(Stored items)
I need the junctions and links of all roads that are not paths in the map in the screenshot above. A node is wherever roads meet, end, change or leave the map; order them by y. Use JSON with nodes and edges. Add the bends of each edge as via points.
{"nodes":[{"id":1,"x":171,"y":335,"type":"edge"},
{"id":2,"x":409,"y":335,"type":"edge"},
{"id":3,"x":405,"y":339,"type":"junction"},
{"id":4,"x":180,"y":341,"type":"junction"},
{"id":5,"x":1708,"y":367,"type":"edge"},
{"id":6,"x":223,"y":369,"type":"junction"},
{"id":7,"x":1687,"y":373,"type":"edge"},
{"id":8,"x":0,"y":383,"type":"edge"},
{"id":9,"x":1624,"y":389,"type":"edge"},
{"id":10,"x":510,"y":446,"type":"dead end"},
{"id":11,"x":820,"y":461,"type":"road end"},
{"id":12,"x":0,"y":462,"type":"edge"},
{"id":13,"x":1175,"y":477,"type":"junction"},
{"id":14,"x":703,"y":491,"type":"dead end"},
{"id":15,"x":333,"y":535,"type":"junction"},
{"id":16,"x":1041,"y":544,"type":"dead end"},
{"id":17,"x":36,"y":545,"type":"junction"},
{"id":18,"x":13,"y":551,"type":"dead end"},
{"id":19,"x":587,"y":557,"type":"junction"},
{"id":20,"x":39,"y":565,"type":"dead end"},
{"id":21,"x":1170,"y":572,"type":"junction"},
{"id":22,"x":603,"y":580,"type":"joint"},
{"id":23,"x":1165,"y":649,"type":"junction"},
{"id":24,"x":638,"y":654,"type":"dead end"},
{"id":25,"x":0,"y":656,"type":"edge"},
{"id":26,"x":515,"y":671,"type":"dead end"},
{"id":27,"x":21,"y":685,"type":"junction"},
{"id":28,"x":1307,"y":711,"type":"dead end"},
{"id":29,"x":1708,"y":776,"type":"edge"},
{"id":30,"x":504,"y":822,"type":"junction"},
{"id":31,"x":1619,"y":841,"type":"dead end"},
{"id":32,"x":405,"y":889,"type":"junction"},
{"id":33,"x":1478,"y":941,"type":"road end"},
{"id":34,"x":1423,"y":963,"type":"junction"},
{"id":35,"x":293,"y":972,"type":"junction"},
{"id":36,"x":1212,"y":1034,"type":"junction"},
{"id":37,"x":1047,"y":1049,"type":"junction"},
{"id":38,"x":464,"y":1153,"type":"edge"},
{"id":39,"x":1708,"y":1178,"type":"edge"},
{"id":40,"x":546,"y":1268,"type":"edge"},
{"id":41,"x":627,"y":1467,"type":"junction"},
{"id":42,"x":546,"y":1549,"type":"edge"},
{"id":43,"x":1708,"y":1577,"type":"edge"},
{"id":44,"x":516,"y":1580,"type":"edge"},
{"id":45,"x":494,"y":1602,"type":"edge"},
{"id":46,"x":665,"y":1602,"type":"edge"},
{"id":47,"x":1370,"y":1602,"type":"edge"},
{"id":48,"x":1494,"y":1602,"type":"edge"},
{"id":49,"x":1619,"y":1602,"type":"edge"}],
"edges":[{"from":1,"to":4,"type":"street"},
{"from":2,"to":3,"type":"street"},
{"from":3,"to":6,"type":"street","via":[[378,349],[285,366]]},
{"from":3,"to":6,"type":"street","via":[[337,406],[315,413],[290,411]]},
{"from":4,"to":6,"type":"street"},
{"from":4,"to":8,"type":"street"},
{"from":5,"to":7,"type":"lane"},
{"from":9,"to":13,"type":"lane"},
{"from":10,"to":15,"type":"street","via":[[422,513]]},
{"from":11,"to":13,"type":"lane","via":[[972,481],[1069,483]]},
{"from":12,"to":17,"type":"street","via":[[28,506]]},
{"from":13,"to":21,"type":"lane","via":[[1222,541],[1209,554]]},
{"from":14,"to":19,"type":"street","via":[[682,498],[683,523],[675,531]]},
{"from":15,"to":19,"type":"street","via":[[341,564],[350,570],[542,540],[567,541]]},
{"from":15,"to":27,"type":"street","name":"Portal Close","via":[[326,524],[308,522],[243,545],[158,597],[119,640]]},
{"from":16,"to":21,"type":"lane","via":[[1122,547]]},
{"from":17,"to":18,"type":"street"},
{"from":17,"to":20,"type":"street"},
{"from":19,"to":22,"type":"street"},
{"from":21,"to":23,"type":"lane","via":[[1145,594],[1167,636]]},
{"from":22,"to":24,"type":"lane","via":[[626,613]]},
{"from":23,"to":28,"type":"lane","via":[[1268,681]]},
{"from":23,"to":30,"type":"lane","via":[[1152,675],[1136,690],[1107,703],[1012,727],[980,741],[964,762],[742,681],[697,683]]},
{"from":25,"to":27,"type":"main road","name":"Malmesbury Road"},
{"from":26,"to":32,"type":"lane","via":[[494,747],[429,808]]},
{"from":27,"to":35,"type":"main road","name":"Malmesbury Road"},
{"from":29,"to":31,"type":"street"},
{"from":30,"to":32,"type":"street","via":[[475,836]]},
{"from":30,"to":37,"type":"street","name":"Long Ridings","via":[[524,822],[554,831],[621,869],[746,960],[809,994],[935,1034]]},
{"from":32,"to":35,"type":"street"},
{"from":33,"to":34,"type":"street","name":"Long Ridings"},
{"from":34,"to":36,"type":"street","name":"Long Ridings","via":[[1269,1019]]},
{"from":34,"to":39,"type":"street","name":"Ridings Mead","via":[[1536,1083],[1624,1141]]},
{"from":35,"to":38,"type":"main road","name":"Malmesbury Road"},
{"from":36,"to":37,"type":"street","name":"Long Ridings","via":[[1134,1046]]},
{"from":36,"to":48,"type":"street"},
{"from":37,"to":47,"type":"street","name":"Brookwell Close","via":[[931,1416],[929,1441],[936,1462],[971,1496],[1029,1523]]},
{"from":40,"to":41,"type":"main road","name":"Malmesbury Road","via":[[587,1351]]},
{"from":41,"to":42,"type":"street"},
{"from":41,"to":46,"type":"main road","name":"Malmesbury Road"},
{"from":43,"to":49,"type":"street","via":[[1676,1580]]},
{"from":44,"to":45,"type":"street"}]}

■ **Your objective**
Each line above that carries the string "nodes" has to be returned.

■ **Finished exercise**
I need the junctions and links of all roads that are not paths in the map in the screenshot above. A node is wherever roads meet, end, change or leave the map; order them by y. Use JSON with nodes and edges. Add the bends of each edge as via points.
{"nodes":[{"id":1,"x":171,"y":335,"type":"edge"},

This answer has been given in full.